25th September 2015
Related posts:
BIP101 implementation flaws
Supermajority and BIP101 activation
0. Introduction
In the two posted listed above, I discussed some issues regarding the way blockchain voting is implemented in BIP101, and that is to assess the proportion of blocks voting for BIP101 over the past one thousand blocks, and to repeat the test each and every block.
However, it's not just a problem for BIP101 - any proposal on which block makers can vote will face similar problems if they use the same method. My proposal was to assess the proportion of voting blocks once two thousand and sixteen blocks - just when the new difficulty is calculated.
Current method
After every new block:
- Count the proportion of the past one thousand blocks (including the current new block) which contain the "pro" vote identifier.

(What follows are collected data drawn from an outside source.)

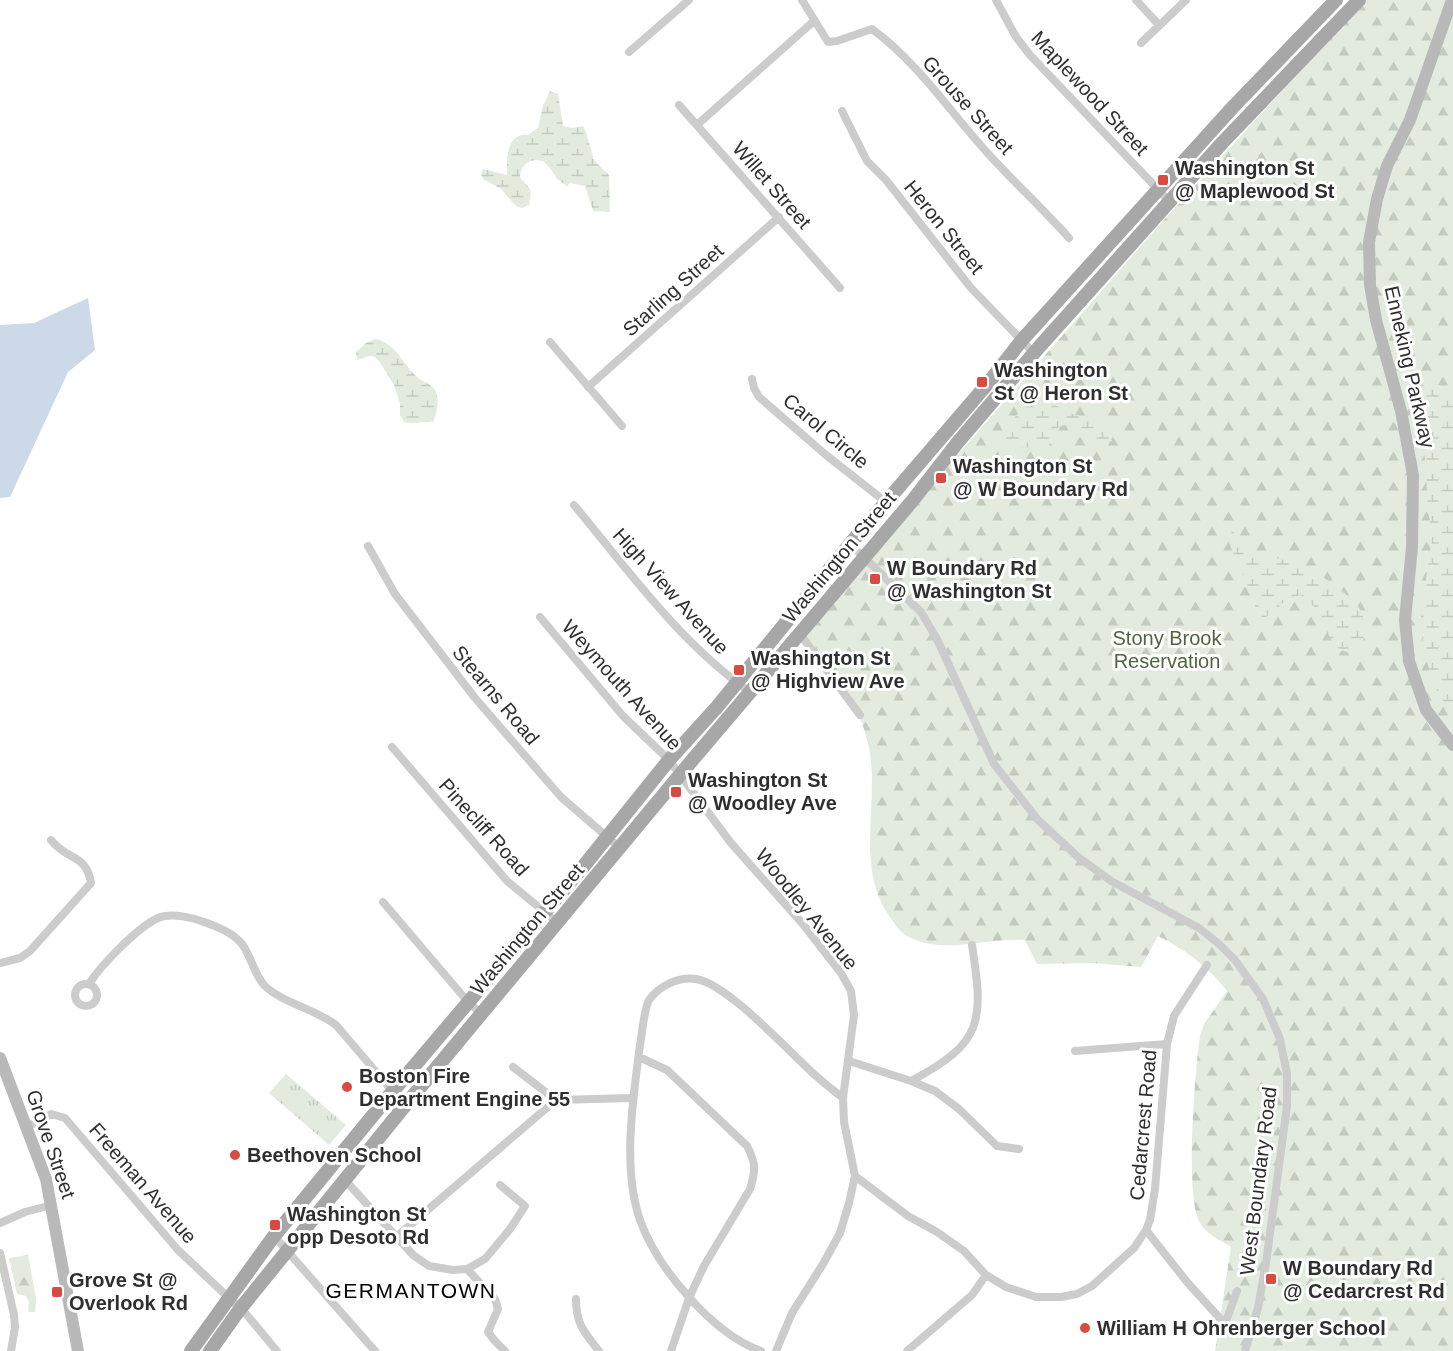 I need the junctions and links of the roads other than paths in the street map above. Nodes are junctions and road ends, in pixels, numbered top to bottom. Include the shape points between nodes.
1 (689, 0) edge
2 (802, 0) edge
3 (996, 0) edge
4 (1136, 0) edge
5 (1186, 0) edge
6 (1336, 0) edge
7 (1359, 0) edge
8 (1452, 0) edge
9 (814, 21) junction
10 (1159, 25) junction
11 (1141, 43) dead end
12 (629, 52) dead end
13 (679, 105) dead end
14 (842, 111) dead end
15 (698, 124) junction
16 (1158, 192) junction
17 (1170, 202) junction
18 (779, 217) junction
19 (1069, 238) dead end
20 (840, 288) dead end
21 (1022, 340) junction
22 (550, 342) dead end
23 (1034, 353) junction
24 (752, 379) dead end
25 (588, 387) junction
26 (622, 426) dead end
27 (887, 503) junction
28 (574, 505) dead end
29 (850, 544) junction
30 (368, 546) dead end
31 (864, 558) junction
32 (540, 617) dead end
33 (800, 634) junction
34 (737, 683) junction
35 (750, 692) junction
36 (860, 715) dead end
37 (1453, 745) edge
38 (392, 747) dead end
39 (669, 760) junction
40 (679, 776) junction
41 (606, 836) junction
42 (51, 840) dead end
43 (620, 848) junction
44 (383, 902) dead end
45 (543, 911) junction
46 (558, 923) junction
47 (972, 945) dead end
48 (0, 963) edge
49 (1207, 965) dead end
50 (88, 984) dead end
51 (468, 1002) junction
52 (482, 1014) junction
53 (1167, 1044) junction
54 (1075, 1051) dead end
55 (639, 1057) junction
56 (0, 1058) edge
57 (849, 1061) junction
58 (513, 1067) dead end
59 (3, 1075) edge
60 (911, 1081) junction
61 (393, 1091) junction
62 (632, 1098) junction
63 (843, 1098) junction
64 (556, 1100) junction
65 (405, 1106) junction
66 (27, 1127) junction
67 (1018, 1149) dead end
68 (855, 1176) junction
69 (345, 1180) junction
70 (500, 1185) dead end
71 (52, 1205) junction
72 (0, 1223) edge
73 (1146, 1230) junction
74 (274, 1236) junction
75 (396, 1236) junction
76 (287, 1252) junction
77 (0, 1253) edge
78 (467, 1269) junction
79 (986, 1275) junction
80 (1237, 1291) dead end
81 (229, 1298) junction
82 (689, 1298) junction
83 (576, 1299) dead end
84 (240, 1309) junction
85 (11, 1351) edge
86 (78, 1351) edge
87 (191, 1351) edge
88 (210, 1351) edge
89 (277, 1351) edge
90 (375, 1351) edge
91 (505, 1351) edge
92 (599, 1351) edge
93 (671, 1351) edge
94 (760, 1351) edge
95 (776, 1351) edge
96 (907, 1351) edge
97 (1245, 1351) edge

1 - 12 street
2 - 9 street
3 - 16 street, Maplewood Street via 1030,55
4 - 10 street
5 - 10 street
6 - 16 main road, Washington Street
7 - 17 main road, Washington Street
8 - 37 main road, Enneking Parkway via 1410,120 1387,166 1369,242 1376,320 1401,411 1413,475 1405,620 1407,653 1426,710
9 - 15 street
9 - 19 street, Grouse Street via 828,42 872,29 880,35
10 - 11 street
13 - 15 street, Willet Street
14 - 21 street, Heron Street via 867,161 971,288
15 - 18 street, Willet Street
16 - 17 street, Maplewood Street
16 - 21 main road, Washington Street
17 - 23 main road, Washington Street
18 - 20 street, Willet Street
18 - 25 street, Starling Street
21 - 23 street, Heron Street
21 - 27 main road, Washington Street
22 - 25 street
23 - 31 main road, Washington Street
24 - 27 street, Carol Circle via 759,397
25 - 26 street
27 - 29 main road, Washington Street
28 - 34 street, High View Avenue via 701,654
29 - 31 street, West Boundary Road
29 - 34 main road, Washington Street
30 - 41 street, Stearns Road via 395,594 475,698 561,797
31 - 33 main road, Washington Street
31 - 97 street, West Boundary Road via 921,612 994,764 1038,820 1078,858 1112,881 1199,928 1235,960 1263,999 1280,1039 1287,1074 1287,1106 1266,1263
32 - 39 street, Weymouth Avenue via 623,716
33 - 35 main road, Washington Street
33 - 36 street
34 - 35 street, High View Avenue
34 - 39 main road, Washington Street
35 - 40 main road, Washington Street
38 - 45 street, Pinecliff Road via 507,881
39 - 40 street, Weymouth Avenue
39 - 41 main road, Washington Street
40 - 43 main road, Washington Street
40 - 57 street, Woodley Avenue via 841,973 851,991 854,1015
41 - 43 street, Stearns Road
41 - 45 main road, Washington Street
42 - 48 street via 86,865 91,883 30,951
43 - 46 main road, Washington Street
44 - 51 street
45 - 46 street, Pinecliff Road
45 - 51 main road, Washington Street
46 - 52 main road, Washington Street
47 - 60 street via 978,1004 974,1028 962,1047 940,1066
49 - 53 street, Cedarcrest Road via 1174,1016
50 - 61 street via 141,929 159,917 173,915 199,920 226,930 242,944 263,984 336,1024
51 - 52 street
51 - 61 main road, Washington Street
52 - 65 main road, Washington Street
53 - 54 street
53 - 73 street, Cedarcrest Road via 1155,1189
55 - 62 street
55 - 63 street via 648,1001 664,986 684,978 698,979 715,986 741,1006
55 - 82 street via 667,1071 747,1146 755,1161 750,1189
56 - 59 main road, Grove Street
57 - 60 street
57 - 63 street, Woodley Avenue
58 - 64 street
59 - 66 main road, Grove Street
60 - 67 street via 944,1097 998,1146
61 - 65 street
61 - 74 main road, Washington Street
62 - 64 street
62 - 82 street via 631,1152 640,1220 660,1259
63 - 68 street, Woodley Avenue
64 - 75 street
65 - 69 main road, Washington Street
66 - 71 main road, Grove Street
66 - 81 street, Freeman Avenue via 51,1114 65,1118 178,1250
68 - 79 street, Cedarcrest Road via 964,1251
68 - 95 street, Woodley Avenue via 840,1233 792,1313
69 - 75 street
69 - 76 main road, Washington Street
70 - 78 street via 525,1206 485,1259
71 - 72 street
71 - 86 main road, Grove Street
73 - 79 street, Cedarcrest Road via 1115,1266 1077,1294 1036,1297
73 - 80 street, West Boundary Road via 1225,1324
74 - 76 street
74 - 81 main road, Washington Street
75 - 78 street via 429,1266
76 - 84 main road, Washington Street
76 - 90 street
77 - 85 street via 14,1315
78 - 91 street via 495,1299 498,1309 488,1332
79 - 96 street via 972,1295
81 - 84 street, Freeman Avenue
81 - 87 main road, Washington Street
82 - 93 street
82 - 94 street via 719,1327
83 - 92 street via 576,1317
84 - 88 main road, Washington Street
84 - 89 street, Freeman Avenue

- If the observed proportion is greater than or equal to a predefined limit, the proposal succeeds.
- There may not be a defined end to the voting period.
Proposed method
When blockheight mod 2016 = 0 (i.e. at each retarget):
- Count the proportion of the past two thousand blocks (including the current new block) which contain the "pro" vote identifier. This means that the first sixteen blocks since the last assessment are discarded.

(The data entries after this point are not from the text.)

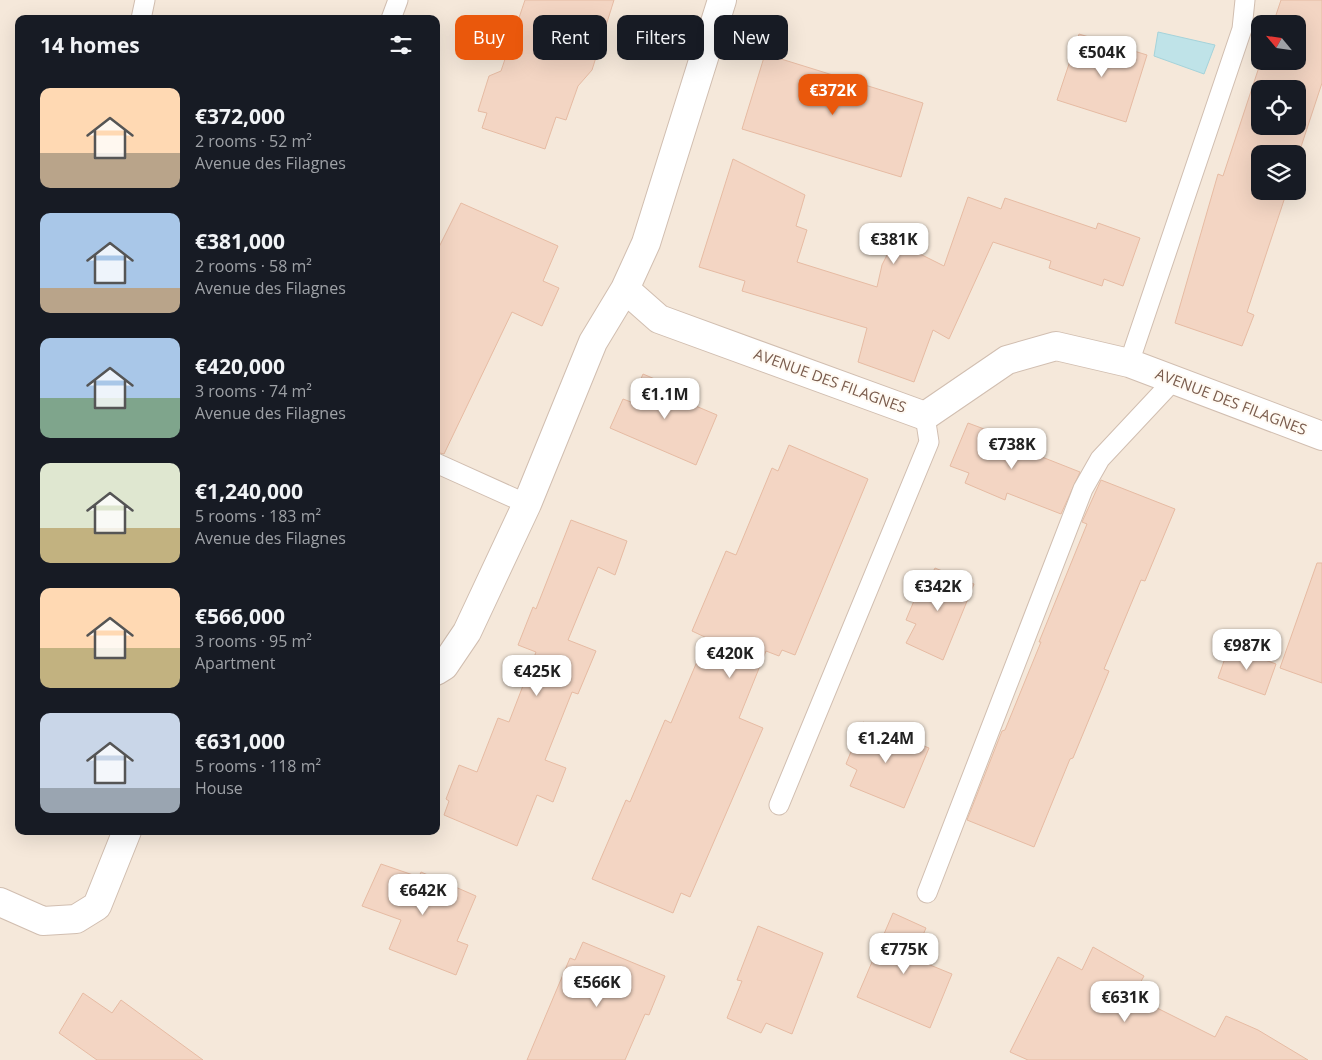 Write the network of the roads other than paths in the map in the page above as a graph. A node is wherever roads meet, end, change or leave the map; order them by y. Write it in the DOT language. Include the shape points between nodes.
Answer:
graph roads {
  1 [pos="146,0"];
  2 [pos="398,0"];
  3 [pos="722,0"];
  4 [pos="1245,0"];
  5 [pos="142,15"];
  6 [pos="392,15"];
  7 [pos="625,290"];
  8 [pos="1129,363"];
  9 [pos="1173,381"];
  10 [pos="925,416"];
  11 [pos="1322,436"];
  12 [pos="440,465"];
  13 [pos="527,504"];
  14 [pos="440,669"];
  15 [pos="778,805"];
  16 [pos="125,835"];
  17 [pos="927,893"];
  18 [pos="0,902"];
  1 -- 5 [label="lane"];
  2 -- 6 [label="lane"];
  3 -- 7 [label="street" via="646,243"];
  4 -- 8 [label="lane" via="1242,29"];
  7 -- 10 [label="street, AVENUE DES FILAGNES" via="659,319"];
  7 -- 13 [label="street" via="593,342"];
  8 -- 9 [label="street, AVENUE DES FILAGNES"];
  8 -- 10 [label="street, AVENUE DES FILAGNES" via="1056,346 1007,360"];
  9 -- 11 [label="street, AVENUE DES FILAGNES"];
  9 -- 17 [label="lane" via="1100,459 1083,489"];
  10 -- 15 [label="lane" via="929,442"];
  12 -- 13 [label="lane"];
  13 -- 14 [label="street" via="468,632"];
  16 -- 18 [label="street" via="97,906 76,920 43,922"];
}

- If the observed proportion is greater than or equal to a predefined limit, the proposal succeeds.
- The last voting block is defined as part of the voting protocol.

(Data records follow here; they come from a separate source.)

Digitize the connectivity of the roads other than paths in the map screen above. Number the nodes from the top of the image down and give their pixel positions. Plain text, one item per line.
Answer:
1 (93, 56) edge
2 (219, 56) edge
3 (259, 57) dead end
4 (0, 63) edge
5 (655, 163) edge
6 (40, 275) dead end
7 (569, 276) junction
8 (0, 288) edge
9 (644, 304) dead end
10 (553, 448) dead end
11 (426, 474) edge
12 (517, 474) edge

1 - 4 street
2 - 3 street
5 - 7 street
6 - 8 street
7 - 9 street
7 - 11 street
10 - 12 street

Here's a short list of the advantages of the proposed over the current voting methods.
1. Low cost of change
As far as I can tell, for any new BIP, a change to the proposed voting protocol would be trivial.
2. Intuitive - uses a testing cycle "native" to bitcoin.
If you ask a miner what difficulty is, and how often it is assessed and how it changes, they'll be able to explain it to you in detail. Miners need to understand how difficulty changes their earning capacity. Block makers will be even more sensitive to changes in difficulty since they may have rather more at stake.
The difficulty retarget every 2016 blocks is the "heart beat" of bitcoin. Why would a voting cycle use any other frequency?
3. An end date to voting improves accuracy
Not having an end date for voting means that either the proposal is passed, or that voting continues indefinitely. This is asymmetric - the vote can never fail, just never pass. Each test, the chance of a low true proportion activating a proposal becomes much greater.
4. Sample proportion has a well known and understood probability distribution.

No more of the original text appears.